- Born: 1912 Dinghai, Zhoushan, Zhejiang, China
- Died: 15 April 1982 (aged 69) Hong Kong
- Occupation: Founder of Orient Overseas Container Line
- Children: Tung Chee-hwa Tung Chee-chen Tung Chee-ping Tung Siu-ping Tung Yi-ping

= Tung Chao-yung =

Chinese businessman (1912–1982)

Tung Chao-yung or C. Y. Tung (董兆榮 (董兆荣, Dǒng Zhàoróng); 28 September 1912 – 15 April 1982), also known as Tung Hao-yun (董浩雲 (董浩云, Dǒng Hàoyún)), was a Chinese shipping magnate and the founder of the Orient Overseas Line (now Orient Overseas Container Line or OOCL). He was the father of Tung Chee-hwa, the first chief executive of Hong Kong.

At the peak of his career, he owned a shipping fleet with over 150 freight ships; his fleet's cargo capacity exceeded 10 million tons.

==Career==

Tung was born in Dinghai, Zhejiang, on Zhoushan Island. He spent his early business years in Tianjin and Shanghai.

In 1945, Tung bought an old boat, The Heavenly Dragon, which would become his company's flagship and the first Chinese boat to drop anchor at European ports. He moved to Taiwan with the Kuomintang in 1949, and diversified his investments in Hong Kong with the companies Maritime Transport Limited, the Oriental Overseas Container Line (OOCL), Island Navigation Corporation.

Tung accumulated his fleet of ships over the next few years. In 1959, he built the largest tanker in the world, the 70,000 tonne Oriental Giant, followed by his first new boat in France. In 1971, he purchased the Queen Elizabeth, which he wanted to make into a floating university, an endeavour to later inspire the Semester at Sea programme.
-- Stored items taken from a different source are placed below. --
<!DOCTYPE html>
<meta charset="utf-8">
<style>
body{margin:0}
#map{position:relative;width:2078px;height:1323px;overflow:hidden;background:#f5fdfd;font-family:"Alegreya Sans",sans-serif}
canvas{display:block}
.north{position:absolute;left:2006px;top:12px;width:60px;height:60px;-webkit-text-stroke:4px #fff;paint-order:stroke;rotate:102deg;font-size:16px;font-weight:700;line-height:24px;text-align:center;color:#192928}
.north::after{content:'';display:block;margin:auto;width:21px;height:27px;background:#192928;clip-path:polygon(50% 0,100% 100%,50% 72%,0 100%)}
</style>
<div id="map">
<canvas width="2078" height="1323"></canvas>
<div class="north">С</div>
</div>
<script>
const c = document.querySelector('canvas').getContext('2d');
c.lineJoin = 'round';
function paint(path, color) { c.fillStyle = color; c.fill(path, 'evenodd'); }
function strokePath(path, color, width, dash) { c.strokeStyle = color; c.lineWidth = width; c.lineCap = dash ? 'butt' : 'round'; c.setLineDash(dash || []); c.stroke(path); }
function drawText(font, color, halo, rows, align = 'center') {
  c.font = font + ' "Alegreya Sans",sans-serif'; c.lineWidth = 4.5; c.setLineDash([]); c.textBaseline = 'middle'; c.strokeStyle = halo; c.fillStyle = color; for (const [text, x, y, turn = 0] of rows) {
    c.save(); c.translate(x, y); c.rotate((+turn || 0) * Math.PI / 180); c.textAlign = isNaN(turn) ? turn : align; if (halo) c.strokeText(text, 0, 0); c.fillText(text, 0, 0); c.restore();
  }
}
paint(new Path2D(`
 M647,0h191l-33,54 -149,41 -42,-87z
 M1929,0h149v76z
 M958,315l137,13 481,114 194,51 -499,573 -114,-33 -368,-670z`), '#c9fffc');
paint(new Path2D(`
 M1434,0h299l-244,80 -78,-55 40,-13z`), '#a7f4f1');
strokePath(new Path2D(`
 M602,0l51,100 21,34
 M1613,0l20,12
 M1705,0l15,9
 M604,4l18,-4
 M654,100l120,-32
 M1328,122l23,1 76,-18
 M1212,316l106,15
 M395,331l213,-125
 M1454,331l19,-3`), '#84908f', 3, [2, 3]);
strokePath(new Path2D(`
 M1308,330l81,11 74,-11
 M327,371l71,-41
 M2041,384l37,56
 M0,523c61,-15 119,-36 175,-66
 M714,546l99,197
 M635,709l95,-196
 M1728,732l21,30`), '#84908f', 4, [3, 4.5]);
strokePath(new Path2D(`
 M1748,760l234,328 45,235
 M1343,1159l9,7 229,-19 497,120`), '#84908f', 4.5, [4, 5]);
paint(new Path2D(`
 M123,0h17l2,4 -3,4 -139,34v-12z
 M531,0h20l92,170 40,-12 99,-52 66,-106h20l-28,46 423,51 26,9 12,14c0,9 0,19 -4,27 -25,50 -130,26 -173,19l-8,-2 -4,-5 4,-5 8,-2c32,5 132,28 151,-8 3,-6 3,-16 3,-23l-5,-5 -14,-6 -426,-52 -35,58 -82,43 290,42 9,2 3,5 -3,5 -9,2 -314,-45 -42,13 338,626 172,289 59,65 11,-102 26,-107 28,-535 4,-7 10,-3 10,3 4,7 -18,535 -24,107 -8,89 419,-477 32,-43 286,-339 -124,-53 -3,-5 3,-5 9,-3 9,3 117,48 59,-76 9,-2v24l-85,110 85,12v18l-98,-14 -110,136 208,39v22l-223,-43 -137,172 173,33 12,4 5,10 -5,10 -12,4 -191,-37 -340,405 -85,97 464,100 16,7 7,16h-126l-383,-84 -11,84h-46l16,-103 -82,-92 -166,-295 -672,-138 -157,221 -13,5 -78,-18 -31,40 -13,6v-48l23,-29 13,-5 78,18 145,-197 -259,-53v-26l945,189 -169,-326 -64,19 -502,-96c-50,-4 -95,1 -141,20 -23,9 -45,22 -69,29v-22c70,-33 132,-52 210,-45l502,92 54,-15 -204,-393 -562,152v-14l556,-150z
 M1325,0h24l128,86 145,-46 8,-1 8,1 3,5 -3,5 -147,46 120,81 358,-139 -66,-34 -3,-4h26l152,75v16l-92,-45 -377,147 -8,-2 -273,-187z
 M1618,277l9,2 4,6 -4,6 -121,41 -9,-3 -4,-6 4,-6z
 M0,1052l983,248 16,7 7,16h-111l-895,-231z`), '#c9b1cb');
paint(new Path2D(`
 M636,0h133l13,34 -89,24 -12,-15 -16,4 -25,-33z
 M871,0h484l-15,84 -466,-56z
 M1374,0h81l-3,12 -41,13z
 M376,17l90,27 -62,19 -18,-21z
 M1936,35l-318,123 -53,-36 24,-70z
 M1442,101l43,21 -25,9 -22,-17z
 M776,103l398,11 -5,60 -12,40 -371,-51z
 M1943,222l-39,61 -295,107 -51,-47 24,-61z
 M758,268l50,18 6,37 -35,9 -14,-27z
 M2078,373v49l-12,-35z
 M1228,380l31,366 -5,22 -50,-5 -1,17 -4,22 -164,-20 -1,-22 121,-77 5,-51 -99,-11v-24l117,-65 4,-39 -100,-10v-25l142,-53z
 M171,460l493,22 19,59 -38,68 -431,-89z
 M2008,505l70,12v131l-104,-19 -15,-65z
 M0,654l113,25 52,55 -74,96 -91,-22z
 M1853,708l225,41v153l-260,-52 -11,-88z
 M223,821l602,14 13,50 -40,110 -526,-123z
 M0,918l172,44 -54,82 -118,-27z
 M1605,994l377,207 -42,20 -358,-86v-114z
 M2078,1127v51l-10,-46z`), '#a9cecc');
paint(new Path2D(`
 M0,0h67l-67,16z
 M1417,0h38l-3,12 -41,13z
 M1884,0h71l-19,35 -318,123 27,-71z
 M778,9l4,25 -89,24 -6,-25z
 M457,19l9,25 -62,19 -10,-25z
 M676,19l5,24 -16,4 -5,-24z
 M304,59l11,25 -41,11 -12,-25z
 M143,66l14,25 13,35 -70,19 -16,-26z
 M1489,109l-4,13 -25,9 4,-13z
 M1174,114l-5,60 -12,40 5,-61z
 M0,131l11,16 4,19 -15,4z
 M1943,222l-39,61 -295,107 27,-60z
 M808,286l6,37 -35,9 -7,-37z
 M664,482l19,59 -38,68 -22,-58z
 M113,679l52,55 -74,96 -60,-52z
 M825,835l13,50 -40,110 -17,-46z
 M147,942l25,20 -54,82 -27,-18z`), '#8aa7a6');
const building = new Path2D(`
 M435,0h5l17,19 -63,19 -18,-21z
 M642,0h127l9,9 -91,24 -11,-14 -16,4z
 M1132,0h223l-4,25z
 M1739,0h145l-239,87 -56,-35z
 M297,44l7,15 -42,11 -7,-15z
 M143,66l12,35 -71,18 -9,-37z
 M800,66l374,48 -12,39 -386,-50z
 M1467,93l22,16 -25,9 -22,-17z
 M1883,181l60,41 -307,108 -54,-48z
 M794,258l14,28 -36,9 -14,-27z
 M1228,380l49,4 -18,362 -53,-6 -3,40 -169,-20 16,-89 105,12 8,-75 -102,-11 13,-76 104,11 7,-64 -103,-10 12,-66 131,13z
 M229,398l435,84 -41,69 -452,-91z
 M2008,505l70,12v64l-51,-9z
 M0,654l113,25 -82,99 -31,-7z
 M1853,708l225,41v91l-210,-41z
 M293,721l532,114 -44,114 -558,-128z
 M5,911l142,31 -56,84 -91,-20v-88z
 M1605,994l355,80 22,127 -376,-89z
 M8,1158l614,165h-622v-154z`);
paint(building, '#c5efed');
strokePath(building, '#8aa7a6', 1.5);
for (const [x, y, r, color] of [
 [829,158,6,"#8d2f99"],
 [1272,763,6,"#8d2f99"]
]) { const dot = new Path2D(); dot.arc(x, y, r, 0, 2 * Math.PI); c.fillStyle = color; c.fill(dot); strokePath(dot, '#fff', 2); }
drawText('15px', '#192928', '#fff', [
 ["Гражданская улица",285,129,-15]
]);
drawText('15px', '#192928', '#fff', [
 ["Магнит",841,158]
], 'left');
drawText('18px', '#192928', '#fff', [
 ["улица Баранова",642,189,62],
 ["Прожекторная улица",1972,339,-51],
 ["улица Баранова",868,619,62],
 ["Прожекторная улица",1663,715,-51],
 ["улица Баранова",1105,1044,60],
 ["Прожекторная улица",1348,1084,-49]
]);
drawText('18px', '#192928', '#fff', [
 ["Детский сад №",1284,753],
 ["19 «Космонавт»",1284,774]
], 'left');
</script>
Tung believed in the importance of education. In September 1970, he bought the former Cunard ocean liner to convert it into a floating university S.S. Seawise University to keep the World Campus Afloat programme alive. His goal was to help the United Nations train maritime specialists. On 9 January 1972, the ship caught fire during refurbishing and sank into Victoria Harbor in Hong Kong on the eve of her inaugural voyage. Tung did not give up on the plan because of this setback, and bought a smaller ocean liner, , to complete the plan. He cooperated with various universities (e.g. University of Pittsburgh) to run the academic sea programme with the Institute of Shipboard Education entitled Semester at Sea. In 1979, Tung received the Golden Plate Award of the American Academy of Achievement.

Politically, Tung was aligned with Kuomintang regime of the Republic of China (ROC) on Taiwan. The company emblem of the OOCL is a plum blossom, the national flower of the ROC, and Tung Group was considered the national merchant shipping company of the ROC. However, when the OOCL experienced financial trouble after his death, the government of the People's Republic of China rescued the company. This paved the way for Tung's son, Tung Chee-hwa, to become the chief executive of Hong Kong, which became a special administrative region of China following the city's 1997 handover from the UK.